Com a demanda reprimida, o prazo médio para o paciente aguardar pelos procedimentos chega a até seis meses. “É o tempo que o estado deixou de fazer os repasses”, afirma. Ainda segundo o chefe do executivo municipal, cirurgias eletivas, a exemplo das de otorrino e de vesícula, sofreram corte de 40% na cidade. Entre as verbas em atraso, Denilson citou os recursos do programa Saúde em Casa no valor de R$ 600 mil, do governo estadual. “Não recebemos no ano passado inteiro nem neste ano”, informou. Ele disse ainda que há repasses do governo federal em atraso. “Tem faltado insumos básicos para trabalhar, como luva e soro”, conta.

Outro agravante na já crítica situação da saúde é a onda de demissões em vários setores da economia.

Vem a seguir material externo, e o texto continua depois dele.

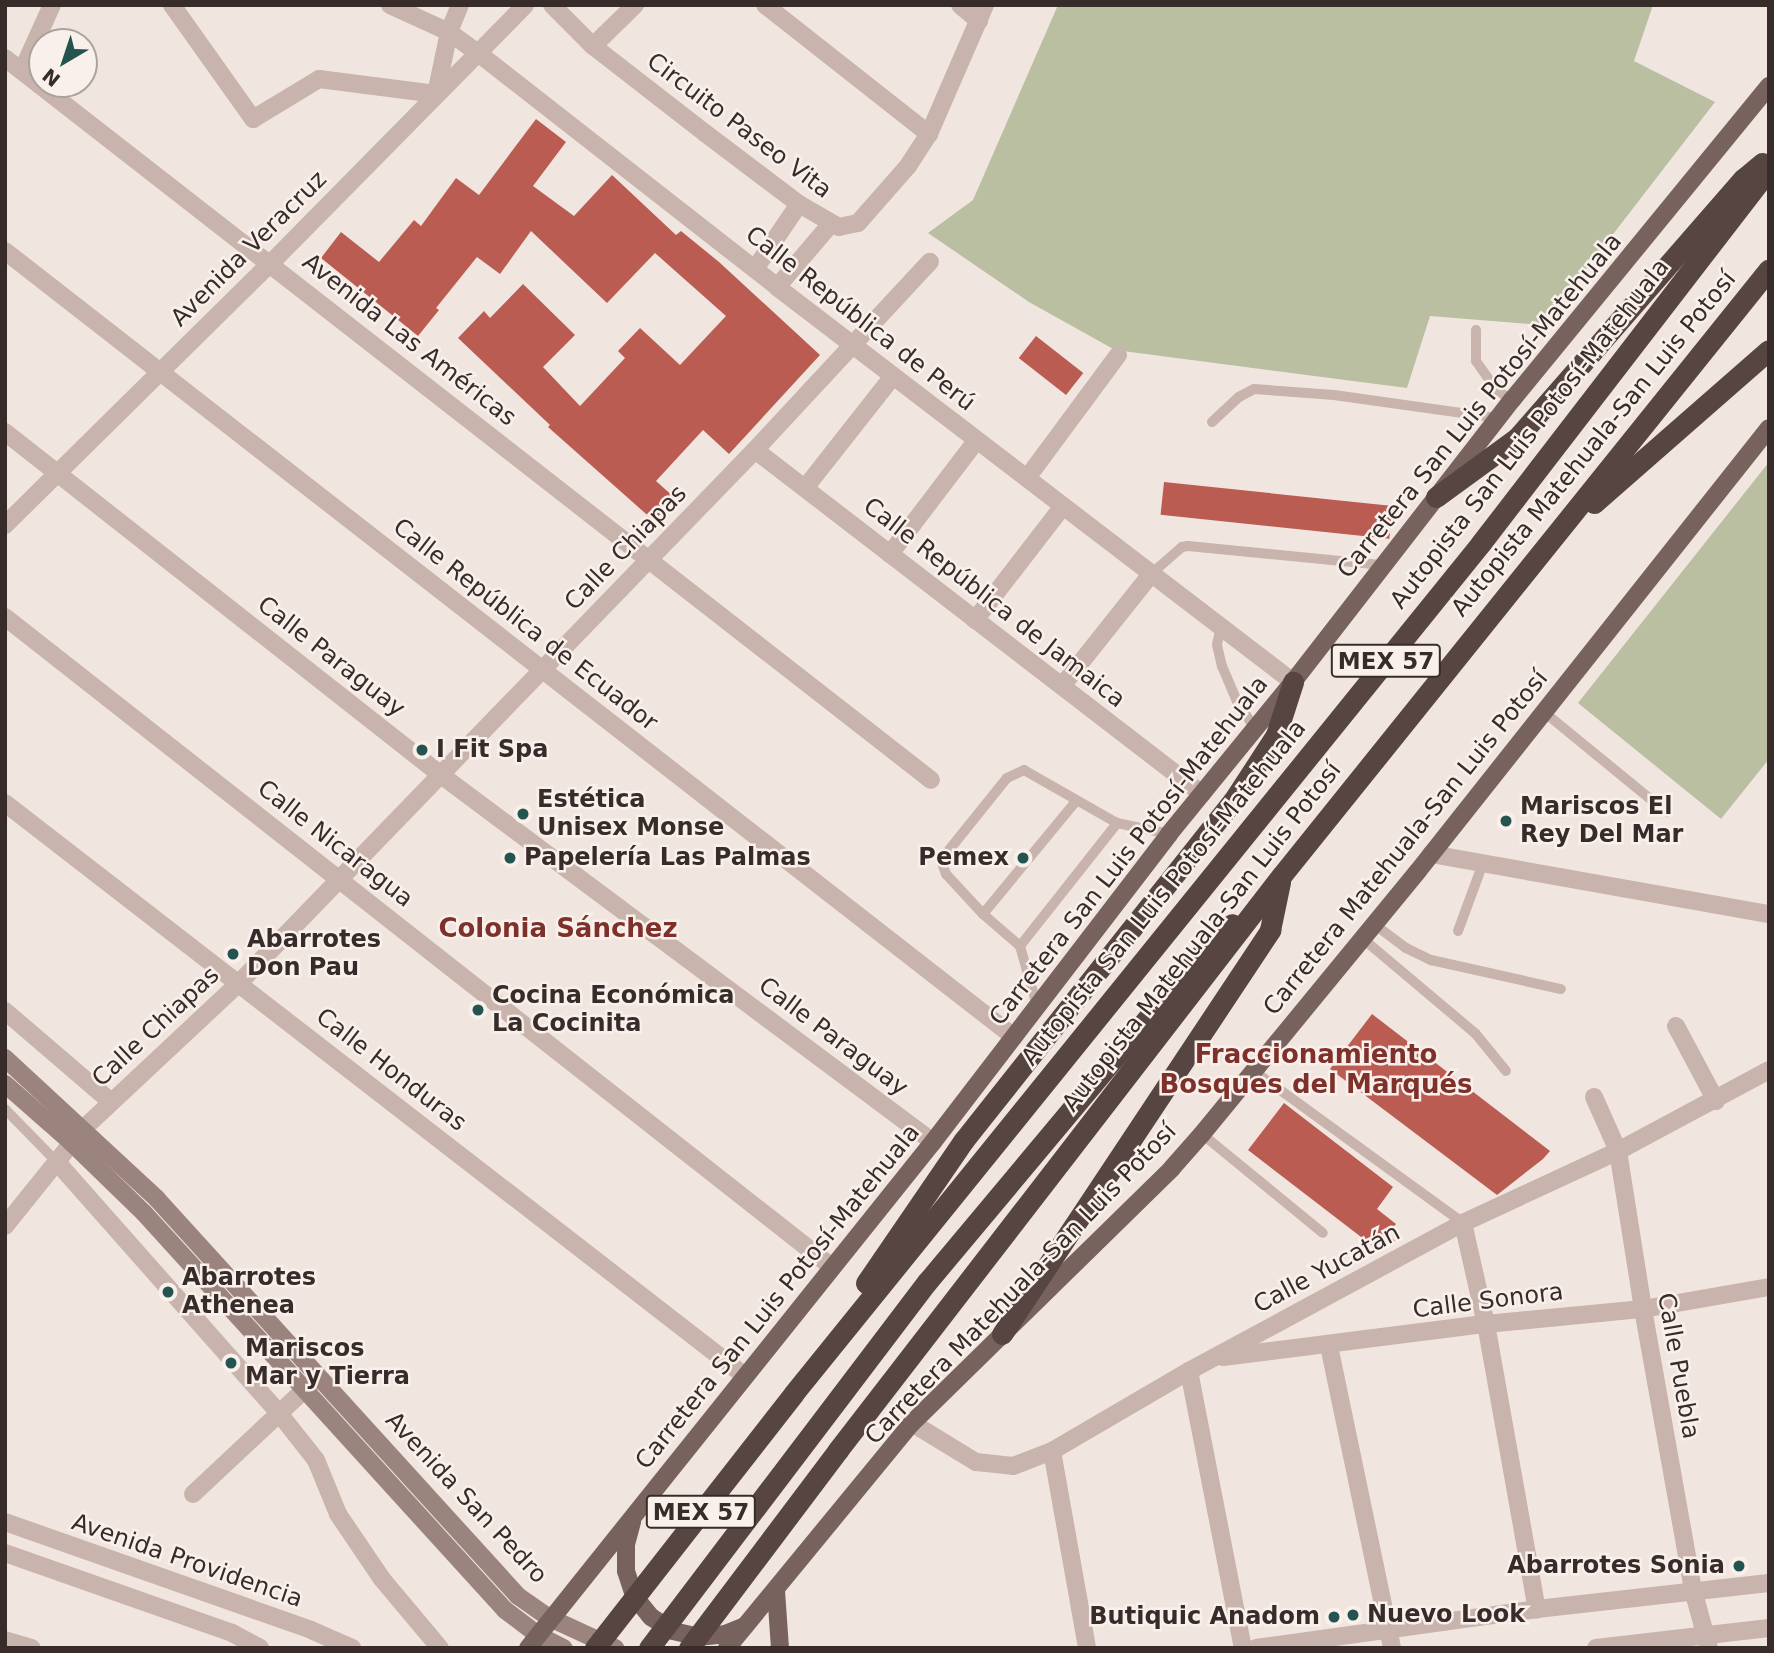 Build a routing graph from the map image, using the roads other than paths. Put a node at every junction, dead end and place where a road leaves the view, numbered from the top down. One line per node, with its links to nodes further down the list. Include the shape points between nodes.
1 (52, 5): 15 (street)
2 (172, 5): 17 (street, via 253,119 319,79)
3 (390, 5): 11 (street, Calle República de Perú)
4 (460, 5): 11 (street)
5 (525, 5): 13 (street, Avenida Veracruz)
6 (552, 5): 12 (street, Circuito Paseo Vita)
7 (635, 5): 12 (street)
8 (765, 5): 18 (street)
9 (960, 5): 10 (street)
10 (982, 13): 18 (street, Circuito Paseo Vita)
11 (449, 32): 13 (street, Calle República de Perú); 17 (street)
12 (593, 46): 21 (street, Circuito Paseo Vita)
13 (478, 53): 17 (street, Avenida Veracruz); 26 (street, Calle República de Perú)
14 (5, 58): 15 (street, Avenida Las Américas)
15 (22, 71): 25 (street, Avenida Las Américas)
16 (1769, 86): 35 (main road, Carretera San Luis Potosí-Matehuala)
17 (436, 93): 25 (street, Avenida Veracruz)
18 (929, 134): 22 (street, Circuito Paseo Vita, via 885,196 858,223)
19 (1769, 158): 45 (highway, via 1743,179 1517,438)
20 (1769, 169): 113 (highway, Autopista San Luis Potosí-Matehuala / MEX 57, via 1481,543)
21 (799, 204): 22 (street, Circuito Paseo Vita); 26 (street)
22 (830, 225): 28 (street)
23 (5, 251): 33 (street, Calle República de Ecuador)
24 (930, 262): 30 (street, Calle Chiapas)
25 (270, 264): 33 (street, Avenida Veracruz); 50 (street, Avenida Las Américas)
26 (755, 269): 28 (street, Calle República de Perú)
27 (1769, 269): 48 (highway, Autopista Matehuala-San Luis Potosí / MEX 57)
28 (777, 287): 30 (street, Calle República de Perú)
29 (1476, 330): 35 (lane, via 1476,361 1496,390)
30 (855, 346): 34 (street, Calle República de Perú); 41 (street, Calle Chiapas)
31 (1769, 350): 48 (highway)
32 (1118, 355): 43 (street)
33 (162, 372): 42 (street, Avenida Veracruz); 56 (street, Calle República de Ecuador)
34 (893, 376): 40 (street, Calle República de Perú); 44 (street)
35 (1513, 400): 36 (main road, Carretera San Luis Potosí-Matehuala)
36 (1498, 418): 37 (lane, via 1254,389); 45 (main road, Carretera San Luis Potosí-Matehuala)
37 (1212, 422)
38 (1769, 428): 59 (main road, Carretera Matehuala-San Luis Potosí)
39 (5, 432): 42 (street, Calle Paraguay)
40 (977, 440): 43 (street, Calle República de Perú); 49 (street)
41 (755, 450): 44 (street, Calle República de Jamaica); 50 (street, Calle Chiapas)
42 (58, 473): 47 (street, Avenida Veracruz); 61 (street, Calle Paraguay)
43 (1027, 478): 46 (street, Calle República de Perú)
44 (805, 488): 49 (street, Calle República de Jamaica)
45 (1436, 497): 51 (main road, Carretera San Luis Potosí-Matehuala)
46 (1063, 506): 52 (street, Calle República de Perú); 54 (street)
47 (5, 525)
48 (1550, 541): 71 (highway, Autopista Matehuala-San Luis Potosí / MEX 57)
49 (890, 554): 54 (street, Calle República de Jamaica)
50 (649, 559): 56 (street, Calle Chiapas); 62 (street, Avenida Las Américas)
51 (1383, 565): 52 (lane, via 1188,546); 57 (main road, Carretera San Luis Potosí-Matehuala)
52 (1151, 574): 55 (street, Calle República de Perú); 58 (street)
53 (5, 617): 72 (street, Calle Nicaragua)
54 (975, 620): 58 (street, Calle República de Jamaica)
55 (1221, 627): 57 (street, Calle República de Perú); 60 (lane, via 1217,645 1222,666)
56 (541, 671): 61 (street, Calle Chiapas); 84 (street, Calle República de Ecuador)
57 (1293, 682): 60 (main road, Carretera San Luis Potosí-Matehuala); 113 (highway, via 1276,735 1233,801 937,1175)
58 (1062, 687): 63 (street, Calle República de Jamaica)
59 (1544, 712): 66 (lane); 69 (main road, Carretera Matehuala-San Luis Potosí)
60 (1255, 729): 63 (main road, Carretera San Luis Potosí-Matehuala)
61 (440, 775): 72 (street, Calle Chiapas); 96 (street, Calle Paraguay)
62 (931, 780)
63 (1202, 794): 68 (main road, Carretera San Luis Potosí-Matehuala)
64 (1076, 801): 67 (lane); 74 (lane); 74 (lane, via 1024,770 1007,778 941,860 946,874)
65 (5, 803): 79 (street, Calle Honduras)
66 (1666, 812)
67 (1117, 823): 68 (lane); 78 (lane)
68 (1169, 834): 81 (main road, Carretera San Luis Potosí-Matehuala)
69 (1432, 854): 70 (street); 76 (main road, Carretera Matehuala-San Luis Potosí)
70 (1483, 863): 75 (street); 77 (lane)
71 (1282, 875): 73 (highway, Autopista Matehuala-San Luis Potosí / MEX 57); 106 (highway, via 1270,930)
72 (339, 879): 79 (street, Calle Chiapas); 102 (street, Calle Nicaragua)
73 (1266, 896): 141 (highway, bridge, via 1215,938 927,1282); 142 (highway, Autopista Matehuala-San Luis Potosí / MEX 57, bridge)
74 (983, 914): 78 (lane)
75 (1769, 914)
76 (1368, 931): 80 (lane, via 1431,960); 86 (main road, Carretera Matehuala-San Luis Potosí); 87 (lane, via 1475,1033)
77 (1458, 931)
78 (1020, 946): 81 (lane)
79 (239, 983): 92 (street, Calle Chiapas); 111 (street, Calle Honduras)
80 (1560, 989)
81 (1037, 1006): 84 (main road, Carretera San Luis Potosí-Matehuala)
82 (5, 1011): 92 (street)
83 (1676, 1026): 91 (street)
84 (1014, 1037): 96 (main road, Carretera San Luis Potosí-Matehuala)
85 (5, 1058): 95 (main road, Avenida San Pedro)
86 (1254, 1070): 94 (main road, Carretera Matehuala-San Luis Potosí); 99 (lane)
87 (1506, 1071)
88 (1768, 1074): 91 (street, Calle Yucatán)
89 (5, 1084): 95 (main road, Avenida San Pedro)
90 (1594, 1097): 97 (street, Calle Puebla)
91 (1716, 1101): 97 (street, Calle Yucatán)
92 (111, 1102): 95 (street, Calle Chiapas)
93 (5, 1109): 98 (lane)
94 (1202, 1134): 101 (lane); 106 (main road, Carretera Matehuala-San Luis Potosí)
95 (77, 1135): 98 (street, Calle Chiapas); 110 (main road, Avenida San Pedro, via 157,1199); 112 (main road, Avenida San Pedro)
96 (933, 1142): 102 (main road, Carretera San Luis Potosí-Matehuala)
97 (1618, 1151): 99 (street, Calle Yucatán); 104 (street, Calle Puebla)
98 (56, 1161): 100 (street, Calle Chiapas); 114 (street)
99 (1463, 1223): 105 (street); 108 (street, Calle Yucatán)
100 (5, 1226)
101 (1323, 1233)
102 (832, 1268): 111 (main road, Carretera San Luis Potosí-Matehuala)
103 (1769, 1287): 104 (street, Calle Sonora)
104 (1643, 1309): 105 (street, Calle Sonora); 123 (street, Calle Puebla)
105 (1486, 1324): 107 (street, Calle Sonora); 125 (street)
106 (1002, 1334): 115 (main road, Carretera Matehuala-San Luis Potosí)
107 (1329, 1346): 108 (street, Calle Sonora); 130 (street)
108 (1213, 1358): 109 (street, Calle Yucatán)
109 (1189, 1371): 116 (street, Calle Yucatán); 146 (street)
110 (320, 1376): 112 (street); 127 (main road, Avenida San Pedro, via 518,1596)
111 (746, 1376): 118 (main road, Carretera San Luis Potosí-Matehuala)
112 (304, 1389): 114 (street); 133 (main road, Avenida San Pedro)
113 (794, 1393): 135 (highway, Autopista San Luis Potosí-Matehuala / MEX 57, bridge)
114 (278, 1412): 117 (street); 139 (street, via 316,1460 338,1514 382,1579)
115 (912, 1423): 116 (street, Calle Yucatán, via 976,1462 1013,1466); 124 (main road, Carretera Matehuala-San Luis Potosí)
116 (1052, 1451): 145 (street)
117 (193, 1494)
118 (633, 1518): 127 (main road, Carretera San Luis Potosí-Matehuala); 128 (main road, via 626,1571 634,1596 651,1617 673,1631 698,1637)
119 (5, 1522): 121 (street, Avenida Providencia)
120 (5, 1553): 126 (street)
121 (173, 1583): 126 (street); 138 (street, Avenida Providencia)
122 (1769, 1583): 123 (street)
123 (1693, 1590): 125 (street); 134 (street, Calle Puebla)
124 (776, 1591): 128 (main road, Carretera Matehuala-San Luis Potosí); 144 (main road)
125 (1537, 1609): 130 (street)
126 (164, 1610): 132 (street)
127 (550, 1618): 133 (main road, Carretera San Luis Potosí-Matehuala); 135 (main road, Avenida San Pedro)
128 (748, 1625): 143 (main road, Carretera Matehuala-San Luis Potosí)
129 (1769, 1628): 134 (street)
130 (1390, 1639): 147 (street)
131 (5, 1640): 136 (street)
132 (236, 1640): 137 (street)
133 (533, 1642): 140 (main road, Avenida San Pedro)
134 (1708, 1642): 148 (street)
135 (605, 1644)
136 (32, 1648)
137 (260, 1648)
138 (352, 1648)
139 (440, 1648)
140 (564, 1648)
141 (649, 1648)
142 (689, 1648)
143 (727, 1648)
144 (780, 1648)
145 (1087, 1648)
146 (1243, 1648)
147 (1256, 1648)
148 (1596, 1648)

Gestores da saúde afirmam que, com a perda dos empregos, cada vez mais pessoas têm procurado o Sistema Único de Saúde (SUS), por terem ficado sem plano de saúde. “Essa situação está ficando insustentável. Somos referência para a micro e para a macrorregião de Juiz de Fora. A saúde precisa ser planejada para 1,6 milhão de pessoas, mas estamos com recursos atrasados e outros sendo parcelados”, afirma a secretária de saúde de Juiz de Fora, Elizabeth Jucá. Segundo ela, o hospital municipal da cidade não pode ser credenciado junto ao governo federal por indisponibilidade financeira da União.

Também presidente da Associação de Municípios do Médio São Francisco, Denilson Silveira explica que o efeito tem sido em cascata. “Temos um hospital municipal que já não consegue mais atender como antes. Para piorar, ele vem sendo mais procurado pela população de cidades no entorno”, afirma. Segundo Silveira, a mesma situação ocorre em Montes Claros. A cidade, que atende média e alta complexidade da macrorregião, está sobrecarregada.

Em Pará de Minas, no Centro-Oeste do estado, a falta de recursos impede melhorias e aumenta o gargalo do atendimento à saúde. Com uma queda de 22% na arrecadação, segundo o secretário de Saúde do município, Cleber de Faria Silva, a cidade enfrenta dificuldade para oferecer assistência médica à população.
Na quinta-feira, a reportagem do Estado de Minas flagrou duas pacientes nesta situação no pronto atendimento da cidade. A aposentada Conceição Pereira Duarte, de 80 anos, já estava há seis dias na unidade, quando o recomendável é no máximo 24 horas. “Aqui é um pronto atendimento e estão fazendo serviço de hospital. Em Pará de Minas não temos nem neurologista. Tivemos que pagar por uma tomografia particular em Itaúna e contamos com um especialista de lá para nos ajudar”, disse a sobrinha da paciente, Dalva Maria Barbosa, 41 anos, técnica em enfermagem.

 

Em processo de deterioração

Lincoln Lopes Ferreira - Presidente da Associação Médica de Minas Gerais

“Estamos vivendo um apagão da saúde, com um sistema que vem sendo cada vez mais subfinanciado e que já enfrenta um processo progressivo de deterioração. Os sistemas vêm sendo fechados pouco a pouco. Equipamentos e insumos não são repostos de forma adequada. A conservação das unidades e a ampliação não atendem à demanda crescente. Com isso, profissionais e pacientes vêm sendo prejudicados de todas as formas. As entradas no sistema estão cada vez mais reduzidas e o atendimento está com estrutura cada vez mais problemática. Esse surto de desorganização acaba se refletindo em outra ponta: no reaparecimento de doenças que chegaram a ser erradicadas e o surgimento de novas moléstias. O incremento que já se percebe em casos de sífilis congênita, leishmaniose, raiva, tétano, dengue, zika e chikungunya é prova disso.